*Exercise aim*:
Search for the word "name" in the entries. Each line that holds it should be copied.

──────── Record excerpts

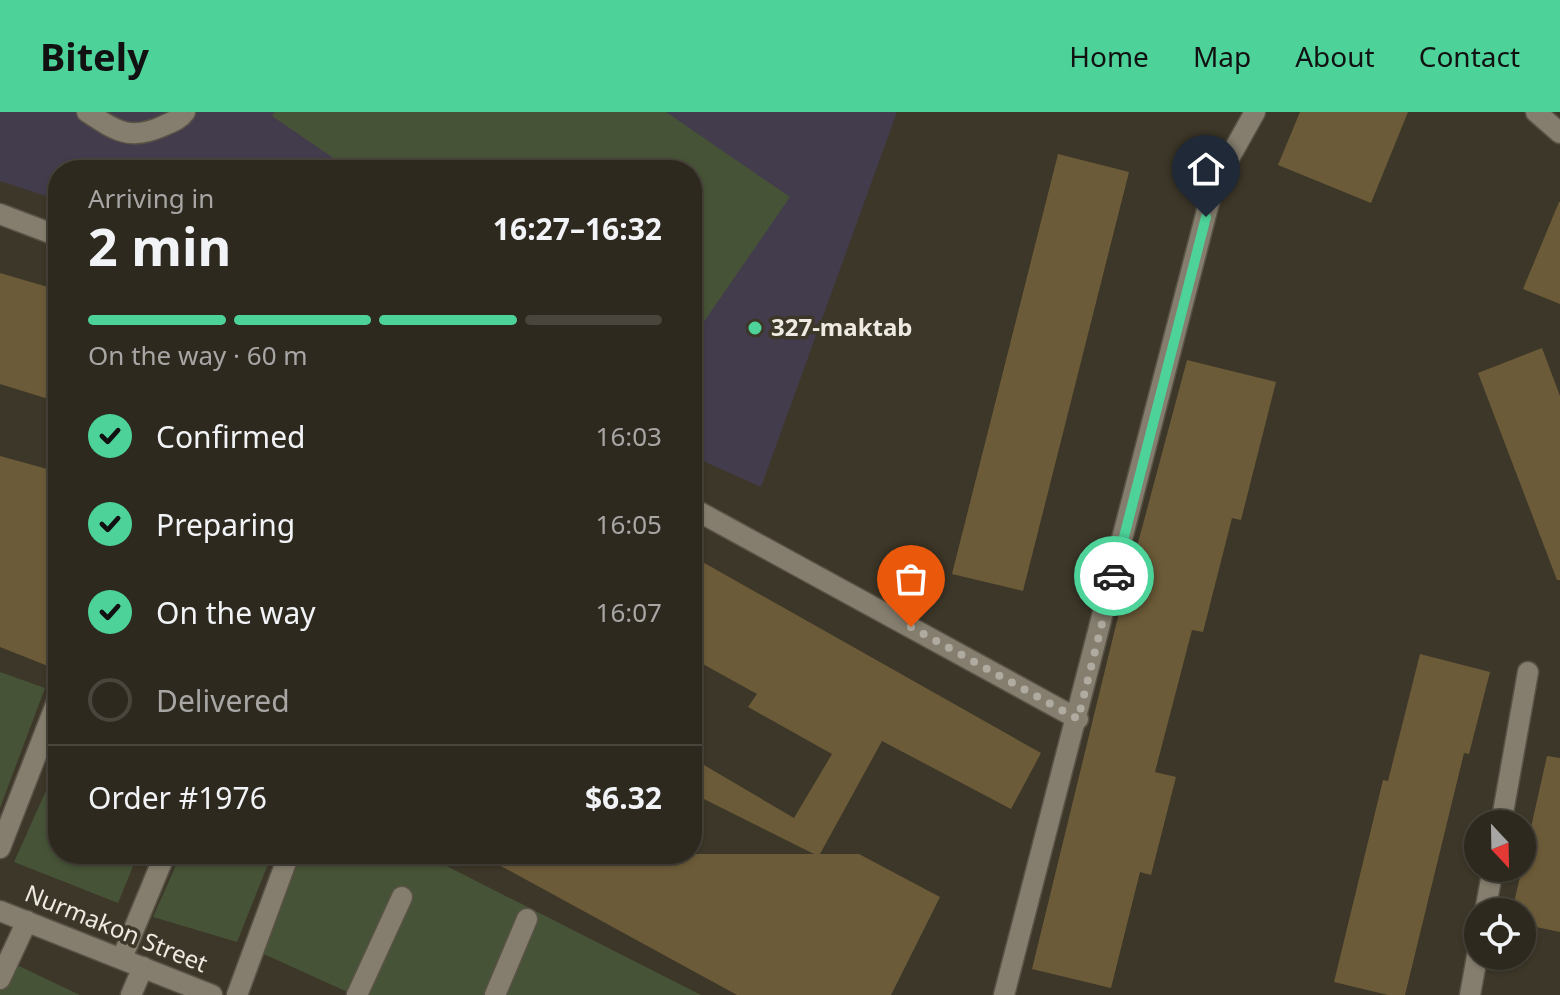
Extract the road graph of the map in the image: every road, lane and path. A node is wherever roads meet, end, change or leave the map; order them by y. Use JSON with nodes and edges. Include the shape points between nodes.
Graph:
{"nodes":[{"id":1,"x":87,"y":112,"type":"edge"},
{"id":2,"x":185,"y":112,"type":"edge"},
{"id":3,"x":1255,"y":112,"type":"edge"},
{"id":4,"x":1536,"y":112,"type":"edge"},
{"id":5,"x":1560,"y":133,"type":"edge"},
{"id":6,"x":0,"y":214,"type":"edge"},
{"id":7,"x":48,"y":232,"type":"edge"},
{"id":8,"x":702,"y":513,"type":"edge"},
{"id":9,"x":1528,"y":672,"type":"dead end"},
{"id":10,"x":1078,"y":719,"type":"junction"},
{"id":11,"x":48,"y":725,"type":"edge"},
{"id":12,"x":1503,"y":810,"type":"edge"},
{"id":13,"x":0,"y":848,"type":"edge"},
{"id":14,"x":161,"y":864,"type":"edge"},
{"id":15,"x":285,"y":864,"type":"edge"},
{"id":16,"x":402,"y":897,"type":"dead end"},
{"id":17,"x":0,"y":911,"type":"edge"},
{"id":18,"x":527,"y":919,"type":"dead end"},
{"id":19,"x":27,"y":921,"type":"junction"},
{"id":20,"x":122,"y":958,"type":"junction"},
{"id":21,"x":143,"y":967,"type":"junction"},
{"id":22,"x":1475,"y":970,"type":"edge"},
{"id":23,"x":0,"y":979,"type":"edge"},
{"id":24,"x":131,"y":995,"type":"edge"},
{"id":25,"x":212,"y":995,"type":"edge"},
{"id":26,"x":237,"y":995,"type":"edge"},
{"id":27,"x":357,"y":995,"type":"edge"},
{"id":28,"x":495,"y":995,"type":"edge"},
{"id":29,"x":1004,"y":995,"type":"edge"},
{"id":30,"x":1470,"y":995,"type":"edge"}],
"edges":[{"from":1,"to":2,"type":"street","via":[[116,130],[142,136]]},
{"from":3,"to":10,"type":"street","via":[[1213,187]]},
{"from":4,"to":5,"type":"street"},
{"from":6,"to":7,"type":"street"},
{"from":8,"to":10,"type":"street"},
{"from":9,"to":12,"type":"street"},
{"from":10,"to":29,"type":"street"},
{"from":11,"to":13,"type":"street"},
{"from":14,"to":20,"type":"street"},
{"from":15,"to":26,"type":"street"},
{"from":16,"to":27,"type":"street"},
{"from":17,"to":19,"type":"street","name":"Nurmakon Street"},
{"from":18,"to":28,"type":"street"},
{"from":19,"to":20,"type":"street","name":"Nurmakon Street"},
{"from":19,"to":23,"type":"street"},
{"from":20,"to":21,"type":"street","name":"Nurmakon Street"},
{"from":21,"to":24,"type":"street"},
{"from":21,"to":25,"type":"street","name":"Nurmakon Street"},
{"from":22,"to":30,"type":"street"}]}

────────────────

*Response for this exercise*:
{"from":17,"to":19,"type":"street","name":"Nurmakon Street"},
{"from":19,"to":20,"type":"street","name":"Nurmakon Street"},
{"from":20,"to":21,"type":"street","name":"Nurmakon Street"},
{"from":21,"to":25,"type":"street","name":"Nurmakon Street"},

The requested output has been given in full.